**WORK INSTRUCTION**
In your answer, copy every entry that follows exactly.

Dataset entries
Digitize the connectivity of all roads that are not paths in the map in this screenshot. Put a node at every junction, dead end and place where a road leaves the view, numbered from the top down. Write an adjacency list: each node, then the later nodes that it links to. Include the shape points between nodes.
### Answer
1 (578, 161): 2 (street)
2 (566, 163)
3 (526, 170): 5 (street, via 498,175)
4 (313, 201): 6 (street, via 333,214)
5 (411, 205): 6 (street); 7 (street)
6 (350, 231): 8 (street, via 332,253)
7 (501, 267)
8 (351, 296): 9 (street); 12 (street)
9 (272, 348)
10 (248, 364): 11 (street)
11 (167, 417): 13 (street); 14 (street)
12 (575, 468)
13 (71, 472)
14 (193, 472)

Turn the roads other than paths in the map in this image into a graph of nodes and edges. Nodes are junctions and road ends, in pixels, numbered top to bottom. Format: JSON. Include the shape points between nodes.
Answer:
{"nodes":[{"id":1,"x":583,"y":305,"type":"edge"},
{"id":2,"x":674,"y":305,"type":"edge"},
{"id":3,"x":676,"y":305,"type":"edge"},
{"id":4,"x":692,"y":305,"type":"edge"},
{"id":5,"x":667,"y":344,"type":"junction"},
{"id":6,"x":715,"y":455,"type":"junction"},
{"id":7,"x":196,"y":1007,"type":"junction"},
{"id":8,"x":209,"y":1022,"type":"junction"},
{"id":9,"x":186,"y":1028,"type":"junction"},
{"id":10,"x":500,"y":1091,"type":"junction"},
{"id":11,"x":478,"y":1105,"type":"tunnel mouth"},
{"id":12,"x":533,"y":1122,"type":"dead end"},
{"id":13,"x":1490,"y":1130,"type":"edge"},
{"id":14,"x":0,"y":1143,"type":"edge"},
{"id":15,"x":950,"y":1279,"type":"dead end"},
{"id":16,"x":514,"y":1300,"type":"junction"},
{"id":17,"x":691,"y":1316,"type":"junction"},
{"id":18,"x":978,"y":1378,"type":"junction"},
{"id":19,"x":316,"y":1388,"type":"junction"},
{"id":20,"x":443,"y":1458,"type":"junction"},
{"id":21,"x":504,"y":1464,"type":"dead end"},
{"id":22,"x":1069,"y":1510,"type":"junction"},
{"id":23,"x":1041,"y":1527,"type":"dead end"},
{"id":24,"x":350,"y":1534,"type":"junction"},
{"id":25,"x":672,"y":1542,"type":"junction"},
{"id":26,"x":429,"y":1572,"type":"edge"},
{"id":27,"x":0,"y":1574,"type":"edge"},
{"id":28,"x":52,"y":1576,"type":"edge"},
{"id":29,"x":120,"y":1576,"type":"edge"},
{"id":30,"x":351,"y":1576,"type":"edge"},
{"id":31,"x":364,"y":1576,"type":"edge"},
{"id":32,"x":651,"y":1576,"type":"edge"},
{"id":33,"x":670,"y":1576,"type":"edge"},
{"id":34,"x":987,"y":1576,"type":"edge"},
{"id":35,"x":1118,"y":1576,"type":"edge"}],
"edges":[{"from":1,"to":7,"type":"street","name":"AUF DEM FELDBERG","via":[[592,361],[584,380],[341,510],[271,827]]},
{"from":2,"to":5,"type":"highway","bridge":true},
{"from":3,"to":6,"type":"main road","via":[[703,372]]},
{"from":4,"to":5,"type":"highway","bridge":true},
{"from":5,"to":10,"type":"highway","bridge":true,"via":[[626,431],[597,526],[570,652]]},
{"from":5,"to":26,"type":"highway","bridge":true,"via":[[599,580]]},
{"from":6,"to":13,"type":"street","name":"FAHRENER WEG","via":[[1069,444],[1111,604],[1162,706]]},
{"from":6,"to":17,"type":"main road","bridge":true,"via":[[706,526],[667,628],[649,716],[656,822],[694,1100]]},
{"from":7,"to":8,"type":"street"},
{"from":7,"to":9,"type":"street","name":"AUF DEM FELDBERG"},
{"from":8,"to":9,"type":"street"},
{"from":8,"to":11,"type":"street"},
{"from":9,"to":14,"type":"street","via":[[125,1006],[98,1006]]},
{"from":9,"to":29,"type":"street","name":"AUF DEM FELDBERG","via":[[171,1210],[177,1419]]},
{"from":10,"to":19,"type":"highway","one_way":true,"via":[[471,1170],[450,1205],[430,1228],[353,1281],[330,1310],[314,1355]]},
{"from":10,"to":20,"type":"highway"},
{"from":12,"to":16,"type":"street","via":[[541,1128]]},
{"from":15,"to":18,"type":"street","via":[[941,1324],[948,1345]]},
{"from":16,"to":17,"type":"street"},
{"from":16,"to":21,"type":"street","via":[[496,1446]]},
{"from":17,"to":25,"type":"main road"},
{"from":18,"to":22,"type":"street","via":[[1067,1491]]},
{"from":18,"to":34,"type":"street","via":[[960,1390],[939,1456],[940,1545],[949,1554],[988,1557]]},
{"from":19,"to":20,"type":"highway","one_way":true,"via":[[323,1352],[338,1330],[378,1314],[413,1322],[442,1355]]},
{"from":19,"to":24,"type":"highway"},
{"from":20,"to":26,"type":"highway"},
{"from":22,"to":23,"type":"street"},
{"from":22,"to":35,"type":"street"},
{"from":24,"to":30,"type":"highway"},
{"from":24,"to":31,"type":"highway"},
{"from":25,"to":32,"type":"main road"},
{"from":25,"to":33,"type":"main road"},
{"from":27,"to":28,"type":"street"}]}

**RESPONSE AREA**
Digitize the connectivity of all roads that are not paths in the map in this screenshot. Put a node at every junction, dead end and place where a road leaves the view, numbered from the top down. Write an adjacency list: each node, then the later nodes that it links to. Include the shape points between nodes.
### Answer
1 (578, 161): 2 (street)
2 (566, 163)
3 (526, 170): 5 (street, via 498,175)
4 (313, 201): 6 (street, via 333,214)
5 (411, 205): 6 (street); 7 (street)
6 (350, 231): 8 (street, via 332,253)
7 (501, 267)
8 (351, 296): 9 (street); 12 (street)
9 (272, 348)
10 (248, 364): 11 (street)
11 (167, 417): 13 (street); 14 (street)
12 (575, 468)
13 (71, 472)
14 (193, 472)

Turn the roads other than paths in the map in this image into a graph of nodes and edges. Nodes are junctions and road ends, in pixels, numbered top to bottom. Format: JSON. Include the shape points between nodes.
Answer:
{"nodes":[{"id":1,"x":583,"y":305,"type":"edge"},
{"id":2,"x":674,"y":305,"type":"edge"},
{"id":3,"x":676,"y":305,"type":"edge"},
{"id":4,"x":692,"y":305,"type":"edge"},
{"id":5,"x":667,"y":344,"type":"junction"},
{"id":6,"x":715,"y":455,"type":"junction"},
{"id":7,"x":196,"y":1007,"type":"junction"},
{"id":8,"x":209,"y":1022,"type":"junction"},
{"id":9,"x":186,"y":1028,"type":"junction"},
{"id":10,"x":500,"y":1091,"type":"junction"},
{"id":11,"x":478,"y":1105,"type":"tunnel mouth"},
{"id":12,"x":533,"y":1122,"type":"dead end"},
{"id":13,"x":1490,"y":1130,"type":"edge"},
{"id":14,"x":0,"y":1143,"type":"edge"},
{"id":15,"x":950,"y":1279,"type":"dead end"},
{"id":16,"x":514,"y":1300,"type":"junction"},
{"id":17,"x":691,"y":1316,"type":"junction"},
{"id":18,"x":978,"y":1378,"type":"junction"},
{"id":19,"x":316,"y":1388,"type":"junction"},
{"id":20,"x":443,"y":1458,"type":"junction"},
{"id":21,"x":504,"y":1464,"type":"dead end"},
{"id":22,"x":1069,"y":1510,"type":"junction"},
{"id":23,"x":1041,"y":1527,"type":"dead end"},
{"id":24,"x":350,"y":1534,"type":"junction"},
{"id":25,"x":672,"y":1542,"type":"junction"},
{"id":26,"x":429,"y":1572,"type":"edge"},
{"id":27,"x":0,"y":1574,"type":"edge"},
{"id":28,"x":52,"y":1576,"type":"edge"},
{"id":29,"x":120,"y":1576,"type":"edge"},
{"id":30,"x":351,"y":1576,"type":"edge"},
{"id":31,"x":364,"y":1576,"type":"edge"},
{"id":32,"x":651,"y":1576,"type":"edge"},
{"id":33,"x":670,"y":1576,"type":"edge"},
{"id":34,"x":987,"y":1576,"type":"edge"},
{"id":35,"x":1118,"y":1576,"type":"edge"}],
"edges":[{"from":1,"to":7,"type":"street","name":"AUF DEM FELDBERG","via":[[592,361],[584,380],[341,510],[271,827]]},
{"from":2,"to":5,"type":"highway","bridge":true},
{"from":3,"to":6,"type":"main road","via":[[703,372]]},
{"from":4,"to":5,"type":"highway","bridge":true},
{"from":5,"to":10,"type":"highway","bridge":true,"via":[[626,431],[597,526],[570,652]]},
{"from":5,"to":26,"type":"highway","bridge":true,"via":[[599,580]]},
{"from":6,"to":13,"type":"street","name":"FAHRENER WEG","via":[[1069,444],[1111,604],[1162,706]]},
{"from":6,"to":17,"type":"main road","bridge":true,"via":[[706,526],[667,628],[649,716],[656,822],[694,1100]]},
{"from":7,"to":8,"type":"street"},
{"from":7,"to":9,"type":"street","name":"AUF DEM FELDBERG"},
{"from":8,"to":9,"type":"street"},
{"from":8,"to":11,"type":"street"},
{"from":9,"to":14,"type":"street","via":[[125,1006],[98,1006]]},
{"from":9,"to":29,"type":"street","name":"AUF DEM FELDBERG","via":[[171,1210],[177,1419]]},
{"from":10,"to":19,"type":"highway","one_way":true,"via":[[471,1170],[450,1205],[430,1228],[353,1281],[330,1310],[314,1355]]},
{"from":10,"to":20,"type":"highway"},
{"from":12,"to":16,"type":"street","via":[[541,1128]]},
{"from":15,"to":18,"type":"street","via":[[941,1324],[948,1345]]},
{"from":16,"to":17,"type":"street"},
{"from":16,"to":21,"type":"street","via":[[496,1446]]},
{"from":17,"to":25,"type":"main road"},
{"from":18,"to":22,"type":"street","via":[[1067,1491]]},
{"from":18,"to":34,"type":"street","via":[[960,1390],[939,1456],[940,1545],[949,1554],[988,1557]]},
{"from":19,"to":20,"type":"highway","one_way":true,"via":[[323,1352],[338,1330],[378,1314],[413,1322],[442,1355]]},
{"from":19,"to":24,"type":"highway"},
{"from":20,"to":26,"type":"highway"},
{"from":22,"to":23,"type":"street"},
{"from":22,"to":35,"type":"street"},
{"from":24,"to":30,"type":"highway"},
{"from":24,"to":31,"type":"highway"},
{"from":25,"to":32,"type":"main road"},
{"from":25,"to":33,"type":"main road"},
{"from":27,"to":28,"type":"street"}]}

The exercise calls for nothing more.